Я затягиваюсь в последний раз, тушу сигарету и поднимаюсь на второй этаж.
— Ну что, принес? — спрашивает меня Тимоха, длинный смуглый парень с большими телячьими глазами. Он сидит в каптерке, положив ноги на стол, и смотрит телевизор. Я стою перед ним, глядя в пол, и молчу. Стараюсь не раздражать его. Когда тебя спрашивают о том, чего ты не сделал, самая лучшая тактика — стоять и покорно молчать. Это называется «включить дурочку».
— Чего молчишь? Принес?
— Нет, — отвечаю я чуть слышно.
— Что? Не принес?
— Нет, — говорю я.
— Почему?
— У меня нет денег.
— Я не спрашиваю тебя, есть ли у тебя деньги, пидор! — орет Тимоха. — Мне плевать, что у тебя есть, а чего нет! Я спрашиваю, почему не принес шестьсот штук?
Он встает и бьет меня кулаком в нос, снизу вверх, сильно. В переносице чавкает, губе становится тепло и липко. Я слизываю кровь и сплевываю ее на пол. Второй удар приходится под глаз, потом в зубы. Я со стоном падаю. Не сказать, что смертельно больно, но лучше стонать как можно чаще и сильнее, тогда избиение быстрее заканчивается.
На этот раз Тимоха разгорячился не на шутку. Он бьет меня ногами и орет:
— Почему не принес деньги, пидор? Почему не принес деньги?
Он заставляет меня отжиматься, и на подъеме бьет нечищеным берцем[1] по зубам. Удар сильный, голова запрокидывается до самых лопаток, и на мгновение я теряю ориентацию, левая рука подламывается, я падаю на локоть. Из разбитых губ на пол обильно течет кровь. Я сплевываю кровь и гуталин, который сошкрябал зубами с Тимохиного берца.
— Считай! — орет он.
Я отжимаюсь и считаю вслух. Брызги крови летят на пол. По телевизору идут новости, что–то рассказывают про Чечню. Во Владикавказ с проверкой прибыл командующий армией. Он остался доволен боевой подготовкой и дисциплиной в вой сках. Завтра командующий собирается посетить наш полк, проверить дисциплину у нас. Наверное, он останется доволен боевой и дисциплинарной подготовкой и в нашем полку тоже.

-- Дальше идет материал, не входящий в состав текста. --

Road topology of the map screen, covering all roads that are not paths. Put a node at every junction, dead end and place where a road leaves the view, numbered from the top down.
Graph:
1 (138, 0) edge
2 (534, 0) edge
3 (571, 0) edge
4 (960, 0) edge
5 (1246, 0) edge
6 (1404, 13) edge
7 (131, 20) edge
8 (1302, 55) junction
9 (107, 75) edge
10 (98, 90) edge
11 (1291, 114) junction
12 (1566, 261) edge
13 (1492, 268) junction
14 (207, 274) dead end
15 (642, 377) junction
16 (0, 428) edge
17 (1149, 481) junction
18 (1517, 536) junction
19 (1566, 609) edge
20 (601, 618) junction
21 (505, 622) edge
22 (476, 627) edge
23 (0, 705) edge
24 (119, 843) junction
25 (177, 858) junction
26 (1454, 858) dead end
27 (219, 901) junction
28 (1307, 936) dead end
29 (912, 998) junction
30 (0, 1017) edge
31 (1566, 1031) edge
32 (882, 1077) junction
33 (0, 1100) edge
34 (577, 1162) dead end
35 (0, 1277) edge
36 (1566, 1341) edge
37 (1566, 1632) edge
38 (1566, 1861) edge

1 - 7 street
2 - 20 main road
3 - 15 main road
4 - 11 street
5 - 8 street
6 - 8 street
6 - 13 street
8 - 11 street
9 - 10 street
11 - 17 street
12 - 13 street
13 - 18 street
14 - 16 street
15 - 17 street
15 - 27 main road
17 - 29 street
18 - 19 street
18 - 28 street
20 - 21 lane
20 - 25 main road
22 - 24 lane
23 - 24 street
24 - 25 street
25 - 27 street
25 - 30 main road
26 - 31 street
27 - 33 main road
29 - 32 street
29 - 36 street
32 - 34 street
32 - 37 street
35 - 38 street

Наконец Тимоха устает. Приказывает принести тряпку и стереть кровь. Я тру доски, но кровь уже успела впитаться в дерево, остается довольно–таки заметное пятно.
— Ты чего, пидор, попалить меня хочешь? — шипит Тимоха и ударяет меня ладонью в лоб. — Какого хрена ты тут все своей бл…ской кровью забрызгал, ишак? Оттирай давай! Даю тебе еще неделю сроку, понял? Через неделю я уезжаю в отпуск. Если денег к тому времени не будет, я вернусь и убью тебя. Время пошло.
Я иду в расположение и сажусь на кровать. Надо протянуть еще неделю. Из отпуска Тимоха вернется месяца через два–три, никак не раньше, раньше никто не возвращается, а три месяца — это огромный срок, это почти полжизни, и что произойдет за это время, неизвестно.
Я забираюсь под пыльное грязное одеяло. Из шестидесяти коек в пустой казарме расправлены только четыре — Зюзика, Тренчика, Осипова и Якунина. Рыжего нет.
— Бил? — шамкает Тренчик из–под одеяла. От побоев его губы стали похожи на два фиолетовых вареника.
— Бил, — говорю я и мажу под глазом зубной пастой.
Этому мы научились еще в учебке, проверенное средство от синяков. Если завтра глаз распухнет, Тимоха изобьет меня еще сильнее: скажет, что я стукач и таким образом хочу сдать его. Хотя в нашем полку нет ни одного молодого, кто ходил бы с чистым лицом.
Разбитые губы ноют даже во сне.
Я мою пол, я — дневальный. В каптерке еще с вечера пьют офицеры. Командир раз- ведроты, лейтенант Елин, уже сильно пьян, его грузное лицо оплыло на плечи, осоловелые глаза ничего не выражают, только в зрачках горит ненависть.